In the descriptions above and in the claims, phrases such as “at least one of” or “one or more of” may occur followed by a conjunctive list of elements or features. The term “and/or” may also occur in a list of two or more elements or features. Unless otherwise implicitly or explicitly contradicted by the context in which it is used, such a phrase is intended to mean any of the listed elements or features individually or any of the recited elements or features in combination with any of the other recited elements or features. For example, the phrases “at least one of A and B;” “one or more of A and B;” and “A and/or B” are each intended to mean “A alone, B alone, or A and B together.” A similar interpretation is also intended for lists including three or more items. For example, the phrases “at least one of A, B, and C;” “one or more of A, B, and C;” and “A, B, and/or C” are each intended to mean “A alone, B alone, C alone, A and B together, A and C together, B and C together, or A and B and C together.” In addition, use of the term “based on,” above and in the claims is intended to mean, “based at least in part on,” such that an unrecited feature or element is also permissible.
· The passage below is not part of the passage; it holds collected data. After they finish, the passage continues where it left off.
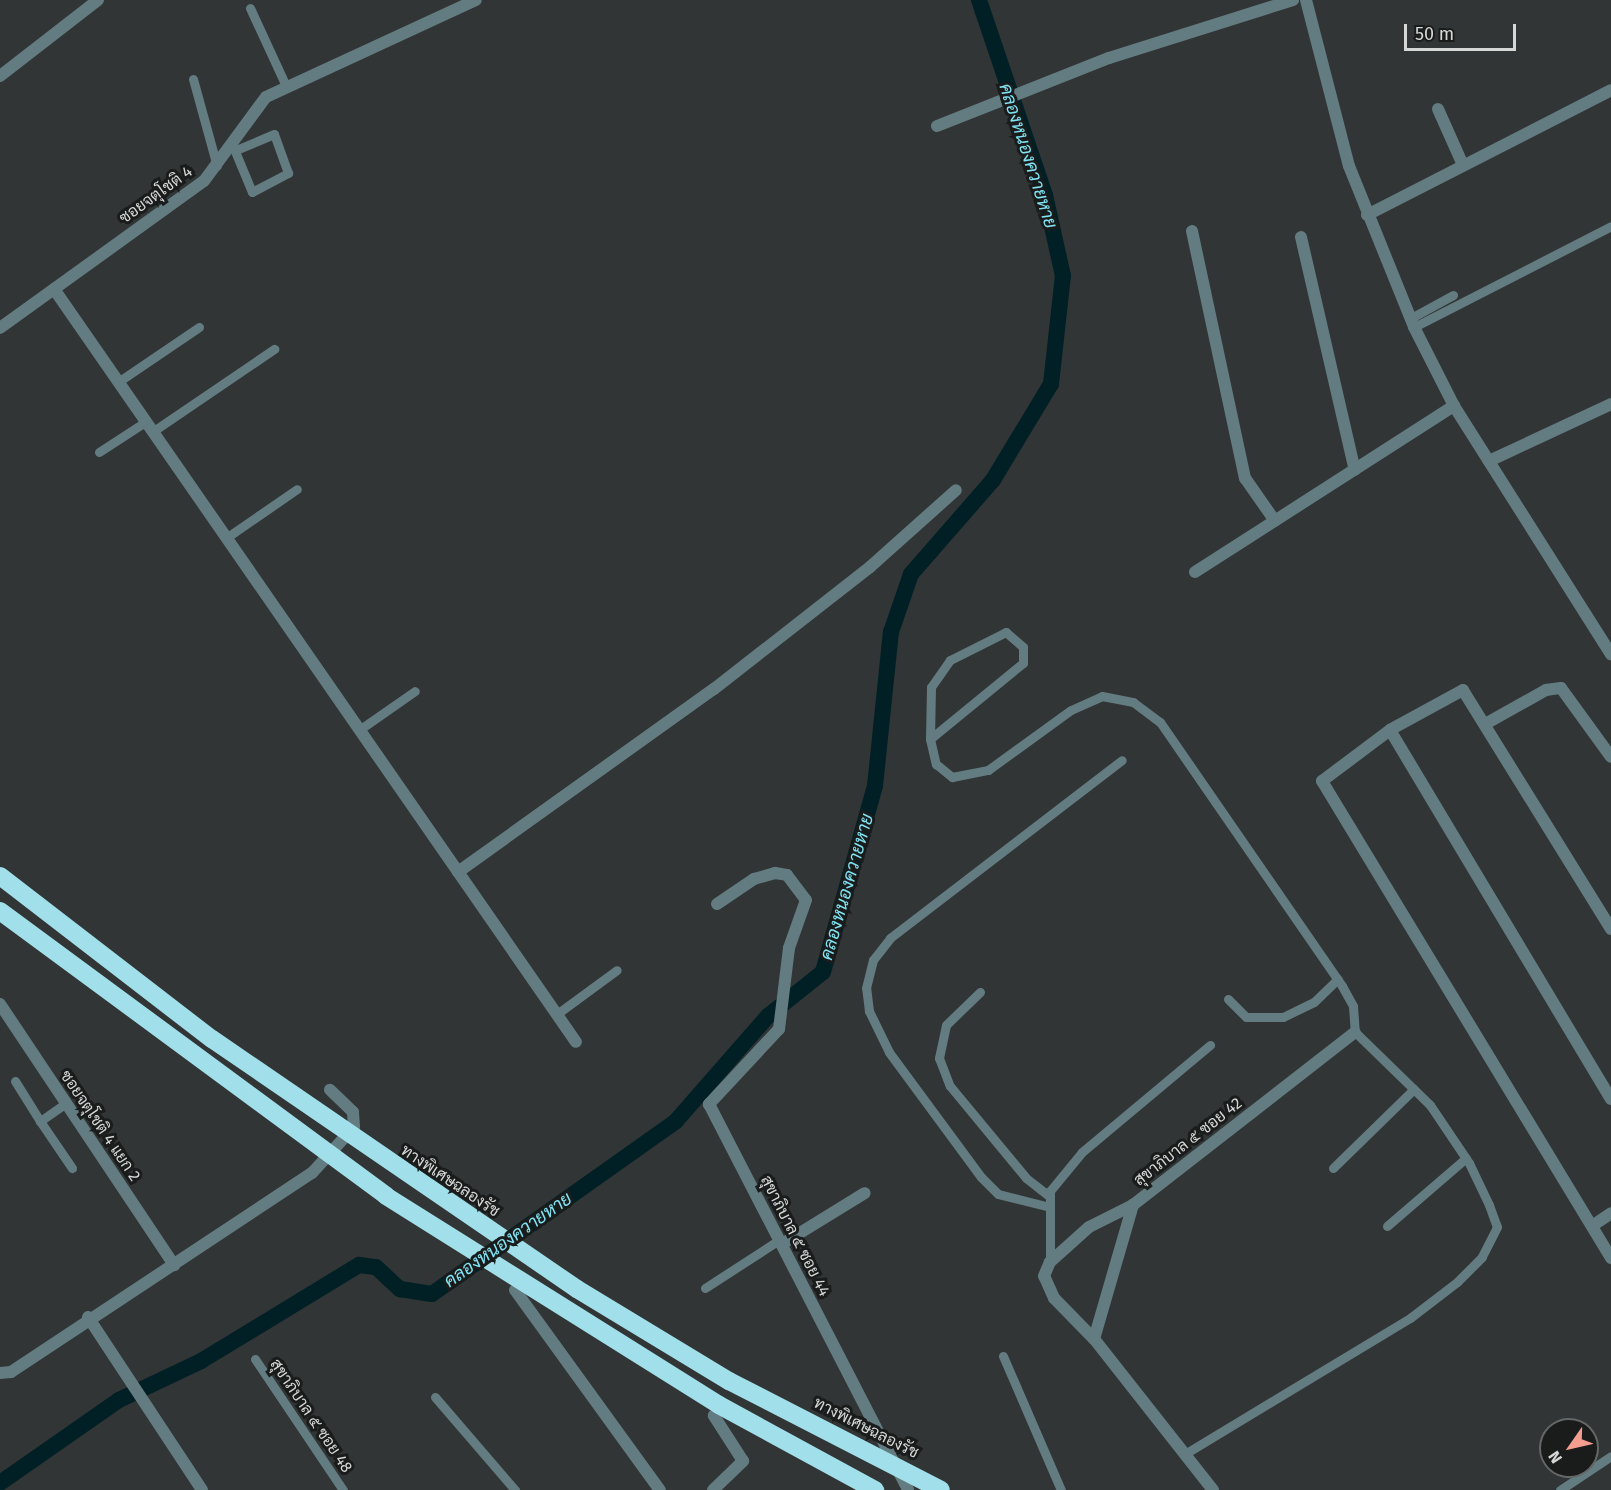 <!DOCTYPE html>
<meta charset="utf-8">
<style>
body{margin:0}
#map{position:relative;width:1611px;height:1490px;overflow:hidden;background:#313535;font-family:"Fira Sans",Sarabun,sans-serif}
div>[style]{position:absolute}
.canal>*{height:16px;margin:-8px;padding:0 8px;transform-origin:8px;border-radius:8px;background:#002025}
.lane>*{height:9px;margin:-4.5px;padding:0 4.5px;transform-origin:4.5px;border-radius:4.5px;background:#637c81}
.street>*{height:12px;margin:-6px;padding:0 6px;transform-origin:6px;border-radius:6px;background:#637c81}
.highway>*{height:18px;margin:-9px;padding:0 9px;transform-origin:9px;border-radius:9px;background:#a1e0eb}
span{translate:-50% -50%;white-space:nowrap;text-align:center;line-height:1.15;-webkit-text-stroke:6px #1a1c1c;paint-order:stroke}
.street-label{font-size:16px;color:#d6d8d8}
.water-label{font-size:18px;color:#81e4f4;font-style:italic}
.north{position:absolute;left:1539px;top:1418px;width:60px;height:60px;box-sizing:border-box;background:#1a1c1c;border:2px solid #656767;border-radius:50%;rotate:236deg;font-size:16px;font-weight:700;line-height:24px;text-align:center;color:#d6d8d8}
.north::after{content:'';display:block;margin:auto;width:21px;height:27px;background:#f59d8f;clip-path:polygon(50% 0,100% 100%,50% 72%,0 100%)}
.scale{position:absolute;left:1404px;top:24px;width:112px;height:27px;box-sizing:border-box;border:3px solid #d6d8d8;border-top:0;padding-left:8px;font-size:18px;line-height:21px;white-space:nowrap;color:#d6d8d8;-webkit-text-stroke:4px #1a1c1c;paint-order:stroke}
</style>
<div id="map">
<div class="canal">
<i style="left:0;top:1483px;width:145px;rotate:-34.9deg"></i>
<i style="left:119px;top:1400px;width:91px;rotate:-25.4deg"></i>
<i style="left:201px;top:1361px;width:185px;rotate:-31.3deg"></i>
<i style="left:359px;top:1265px;width:17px;rotate:7deg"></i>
<i style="left:376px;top:1267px;width:33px;rotate:43deg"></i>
<i style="left:400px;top:1289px;width:32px;rotate:9deg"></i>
<i style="left:432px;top:1294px;width:299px;rotate:-35.3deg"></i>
<i style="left:676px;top:1121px;width:140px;rotate:-48.8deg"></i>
<i style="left:768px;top:1016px;width:70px;rotate:-38.7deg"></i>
<i style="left:823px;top:972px;width:193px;rotate:-74.4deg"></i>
<i style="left:875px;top:786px;width:155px;rotate:-84.1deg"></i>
<i style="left:891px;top:632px;width:61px;rotate:-71deg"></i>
<i style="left:911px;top:574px;width:125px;rotate:-48.9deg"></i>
<i style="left:993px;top:480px;width:112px;rotate:-58.9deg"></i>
<i style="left:1051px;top:384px;width:109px;rotate:-83.7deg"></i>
<i style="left:1063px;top:276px;width:83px;rotate:-102.5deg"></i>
<i style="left:1045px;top:195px;width:206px;rotate:-108.7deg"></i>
</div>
<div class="lane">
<i style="left:250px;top:8px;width:86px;rotate:65.2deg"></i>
<i style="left:193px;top:79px;width:90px;rotate:74.6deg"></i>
<i style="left:232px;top:144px;width:52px;rotate:67.4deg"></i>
<i style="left:252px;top:192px;width:41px;rotate:-27.8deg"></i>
<i style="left:288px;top:173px;width:41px;rotate:-109.7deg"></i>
<i style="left:274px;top:134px;width:41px;rotate:157.2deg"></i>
<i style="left:1411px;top:318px;width:48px;rotate:-28.7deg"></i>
<i style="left:1414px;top:327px;width:221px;rotate:-27.1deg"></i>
<i style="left:118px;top:382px;width:98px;rotate:-34.2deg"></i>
<i style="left:152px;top:432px;width:148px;rotate:-34.2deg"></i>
<i style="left:99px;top:452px;width:55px;rotate:-33.1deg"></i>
<i style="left:226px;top:538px;width:86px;rotate:-34.6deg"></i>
<i style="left:359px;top:730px;width:68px;rotate:-34.9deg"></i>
<i style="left:930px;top:739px;width:120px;rotate:-39.3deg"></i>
<i style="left:1023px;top:663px;width:16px;rotate:-90deg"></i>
<i style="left:1023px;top:647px;width:23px;rotate:-139deg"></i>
<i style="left:1006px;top:632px;width:63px;rotate:153.4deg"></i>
<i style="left:950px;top:660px;width:33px;rotate:125deg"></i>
<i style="left:931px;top:687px;width:52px;rotate:91.1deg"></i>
<i style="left:930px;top:739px;width:26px;rotate:77deg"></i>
<i style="left:936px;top:764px;width:21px;rotate:39deg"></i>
<i style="left:952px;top:777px;width:37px;rotate:-11deg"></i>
<i style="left:988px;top:770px;width:102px;rotate:-35.9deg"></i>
<i style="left:1071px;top:710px;width:34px;rotate:-24deg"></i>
<i style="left:1102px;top:696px;width:32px;rotate:11deg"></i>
<i style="left:1133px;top:702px;width:34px;rotate:37deg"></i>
<i style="left:1160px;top:722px;width:321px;rotate:55.4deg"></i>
<i style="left:1342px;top:986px;width:23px;rotate:61deg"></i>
<i style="left:1353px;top:1006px;width:26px;rotate:86deg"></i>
<i style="left:1355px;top:1032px;width:105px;rotate:44.2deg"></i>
<i style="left:1430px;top:1105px;width:70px;rotate:56.1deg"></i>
<i style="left:1469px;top:1163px;width:47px;rotate:64.5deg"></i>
<i style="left:1489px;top:1205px;width:23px;rotate:70deg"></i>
<i style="left:1497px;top:1227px;width:34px;rotate:117deg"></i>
<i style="left:1482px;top:1257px;width:35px;rotate:135deg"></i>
<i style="left:1457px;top:1282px;width:59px;rotate:142.5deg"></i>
<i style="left:1410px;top:1318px;width:259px;rotate:148.9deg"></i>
<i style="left:980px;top:992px;width:47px;rotate:135.9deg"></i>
<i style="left:946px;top:1025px;width:34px;rotate:102deg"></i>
<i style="left:939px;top:1058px;width:30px;rotate:69deg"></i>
<i style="left:950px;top:1086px;width:119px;rotate:50.4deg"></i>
<i style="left:1026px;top:1178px;width:29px;rotate:38deg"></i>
<i style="left:1228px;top:999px;width:25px;rotate:45deg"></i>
<i style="left:1246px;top:1017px;width:37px"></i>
<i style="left:1283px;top:1017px;width:34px;rotate:-26deg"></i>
<i style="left:1314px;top:1002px;width:33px;rotate:-44deg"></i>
<i style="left:557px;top:1014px;width:74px;rotate:-36.3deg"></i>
<i style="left:15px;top:1081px;width:47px;rotate:58deg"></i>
<i style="left:66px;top:1103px;width:32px;rotate:145deg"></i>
<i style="left:40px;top:1121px;width:57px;rotate:55.8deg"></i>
<i style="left:1333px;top:1168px;width:113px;rotate:-44.3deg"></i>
<i style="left:1046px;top:1206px;width:49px;rotate:-166deg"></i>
<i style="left:998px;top:1194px;width:24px;rotate:-135deg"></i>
<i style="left:981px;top:1177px;width:155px;rotate:-126.4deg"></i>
<i style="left:889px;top:1052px;width:46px;rotate:-116deg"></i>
<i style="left:869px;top:1011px;width:23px;rotate:-97deg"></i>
<i style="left:866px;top:988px;width:29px;rotate:-76deg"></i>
<i style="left:873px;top:960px;width:28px;rotate:-52deg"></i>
<i style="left:890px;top:938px;width:292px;rotate:-37.5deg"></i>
<i style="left:1387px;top:1226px;width:104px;rotate:-40.7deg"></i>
<i style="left:1050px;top:1262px;width:71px;rotate:-90deg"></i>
<i style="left:1050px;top:1191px;width:50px;rotate:-50.6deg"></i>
<i style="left:1082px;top:1152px;width:167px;rotate:-39.9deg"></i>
<i style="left:705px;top:1288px;width:88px;rotate:-33deg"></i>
<i style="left:1003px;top:1356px;width:146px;rotate:66.6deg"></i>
<i style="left:255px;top:1359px;width:158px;rotate:56.1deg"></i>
<i style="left:435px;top:1397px;width:123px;rotate:49.3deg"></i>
<i style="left:1560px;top:1490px;width:61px;rotate:-33.7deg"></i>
</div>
<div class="street">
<i style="left:1306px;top:0;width:171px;rotate:75.5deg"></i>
<i style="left:1349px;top:166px;width:174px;rotate:68deg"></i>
<i style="left:1414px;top:327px;width:89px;rotate:63.1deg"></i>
<i style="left:1454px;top:406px;width:294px;rotate:57.7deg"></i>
<i style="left:0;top:76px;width:124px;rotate:-37.8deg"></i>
<i style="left:1438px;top:109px;width:59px;rotate:66deg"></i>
<i style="left:937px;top:126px;width:185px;rotate:-21.6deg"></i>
<i style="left:1109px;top:58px;width:193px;rotate:-17.5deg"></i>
<i style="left:1367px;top:215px;width:274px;rotate:-27.1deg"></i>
<i style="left:1192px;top:231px;width:253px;rotate:77.9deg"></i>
<i style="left:1245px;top:478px;width:52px;rotate:55.1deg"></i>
<i style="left:1301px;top:237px;width:239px;rotate:77deg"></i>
<i style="left:54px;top:289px;width:916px;rotate:55.27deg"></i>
<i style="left:0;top:328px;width:251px;rotate:-35.8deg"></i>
<i style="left:204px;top:181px;width:104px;rotate:-53.6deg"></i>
<i style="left:266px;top:97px;width:231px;rotate:-24.8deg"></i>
<i style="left:1489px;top:461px;width:135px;rotate:-25deg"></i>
<i style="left:1195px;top:572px;width:308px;rotate:-32.7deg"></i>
<i style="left:1487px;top:723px;width:68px;rotate:-29.2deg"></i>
<i style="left:1546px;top:690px;width:15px;rotate:-8deg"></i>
<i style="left:1561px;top:688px;width:85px;rotate:54.1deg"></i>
<i style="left:1390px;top:730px;width:430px;rotate:59.1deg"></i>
<i style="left:458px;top:872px;width:315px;rotate:-35.6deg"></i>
<i style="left:714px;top:689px;width:198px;rotate:-38deg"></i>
<i style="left:870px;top:567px;width:115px;rotate:-41.8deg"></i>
<i style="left:717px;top:904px;width:45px;rotate:-34deg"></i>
<i style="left:754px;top:879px;width:22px;rotate:-16deg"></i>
<i style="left:775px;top:873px;width:12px;rotate:9deg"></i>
<i style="left:787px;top:875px;width:31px;rotate:53deg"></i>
<i style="left:806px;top:900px;width:51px;rotate:109.5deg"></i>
<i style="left:789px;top:948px;width:82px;rotate:97deg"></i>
<i style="left:779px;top:1029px;width:103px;rotate:133deg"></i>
<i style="left:709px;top:1104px;width:434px;rotate:62.7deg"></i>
<i style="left:1611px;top:929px;width:281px;rotate:-121.8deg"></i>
<i style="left:1463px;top:690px;width:83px;rotate:151.3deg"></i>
<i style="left:1390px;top:730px;width:85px;rotate:143.1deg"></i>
<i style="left:1322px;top:781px;width:558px;rotate:58.79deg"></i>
<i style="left:0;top:1004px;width:314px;rotate:56.3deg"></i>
<i style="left:1592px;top:1226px;width:23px;rotate:-34deg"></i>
<i style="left:782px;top:1244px;width:97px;rotate:-31.6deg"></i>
<i style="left:515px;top:1290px;width:247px;rotate:54.1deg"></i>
<i style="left:88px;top:1317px;width:207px;rotate:56.6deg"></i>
<i style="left:1094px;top:1339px;width:57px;rotate:-134.3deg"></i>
<i style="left:1054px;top:1298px;width:24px;rotate:-114deg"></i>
<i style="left:1044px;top:1276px;width:15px;rotate:-67deg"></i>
<i style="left:1050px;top:1262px;width:52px;rotate:-41.9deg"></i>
<i style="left:1089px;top:1227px;width:49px;rotate:-26.6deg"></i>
<i style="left:0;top:1373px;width:11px;rotate:-5deg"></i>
<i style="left:11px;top:1372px;width:361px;rotate:-33.5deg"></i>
<i style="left:312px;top:1173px;width:62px;rotate:-47.6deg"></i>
<i style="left:354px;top:1127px;width:15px;rotate:-94deg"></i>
<i style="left:353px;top:1112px;width:32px;rotate:-136deg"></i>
<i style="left:713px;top:1490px;width:42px;rotate:-44deg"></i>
<i style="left:743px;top:1461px;width:54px;rotate:-122.8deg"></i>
<i style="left:1213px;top:1490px;width:192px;rotate:-128.2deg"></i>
<i style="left:1094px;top:1339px;width:140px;rotate:-73.8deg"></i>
<i style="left:1133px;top:1205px;width:281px;rotate:-37.9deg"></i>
</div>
<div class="highway">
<i style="left:0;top:876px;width:267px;rotate:37.6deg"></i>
<i style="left:212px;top:1039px;width:442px;rotate:34.4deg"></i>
<i style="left:577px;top:1289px;width:178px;rotate:31.2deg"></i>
<i style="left:729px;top:1381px;width:238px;rotate:27.2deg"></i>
<i style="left:0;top:911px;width:480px;rotate:36.4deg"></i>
<i style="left:386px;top:1196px;width:393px;rotate:32.1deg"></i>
<i style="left:719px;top:1405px;width:178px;rotate:28.6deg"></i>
</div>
<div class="street-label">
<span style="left:156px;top:195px;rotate:-36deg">ซอยจตุโชติ 4</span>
<span style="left:100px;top:1126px;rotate:56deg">ซอยจตุโชติ 4 แยก 2</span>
<span style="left:1188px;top:1142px;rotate:-38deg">สุขาภิบาล ๕ ซอย 42</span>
<span style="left:450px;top:1181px;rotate:34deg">ทางพิเศษฉลองรัช</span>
<span style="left:795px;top:1236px;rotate:63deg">สุขาภิบาล ๕ ซอย 44</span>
<span style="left:311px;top:1416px;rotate:56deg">สุขาภิบาล ๕ ซอย 48</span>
<span style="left:866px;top:1428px;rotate:27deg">ทางพิเศษฉลองรัช</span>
</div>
<div class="water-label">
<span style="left:1028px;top:156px;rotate:72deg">คลองหนองควายหาย</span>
<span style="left:847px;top:887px;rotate:-74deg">คลองหนองควายหาย</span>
<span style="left:508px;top:1240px;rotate:-35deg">คลองหนองควายหาย</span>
</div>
<div class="north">N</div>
<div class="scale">50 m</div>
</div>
The subject matter described herein can be embodied in systems, apparatus, methods, and/or articles depending on the desired configuration. The implementations set forth in the foregoing description do not represent all implementations consistent with the subject matter described herein. Instead, they are merely some examples consistent with aspects related to the described subject matter. Although a few variations have been described in detail above, other modifications or additions are possible. In particular, further features and/or variations can be provided in addition to those set forth herein. For example, the implementations described above can be directed to various combinations and subcombinations of the disclosed features and/or combinations and subcombinations of several further features disclosed above. In addition, the logic flows depicted in the accompanying figures and/or described herein do not necessarily require the particular order shown, or sequential order, to achieve desirable results. Other implementations may be within the scope of the following claims.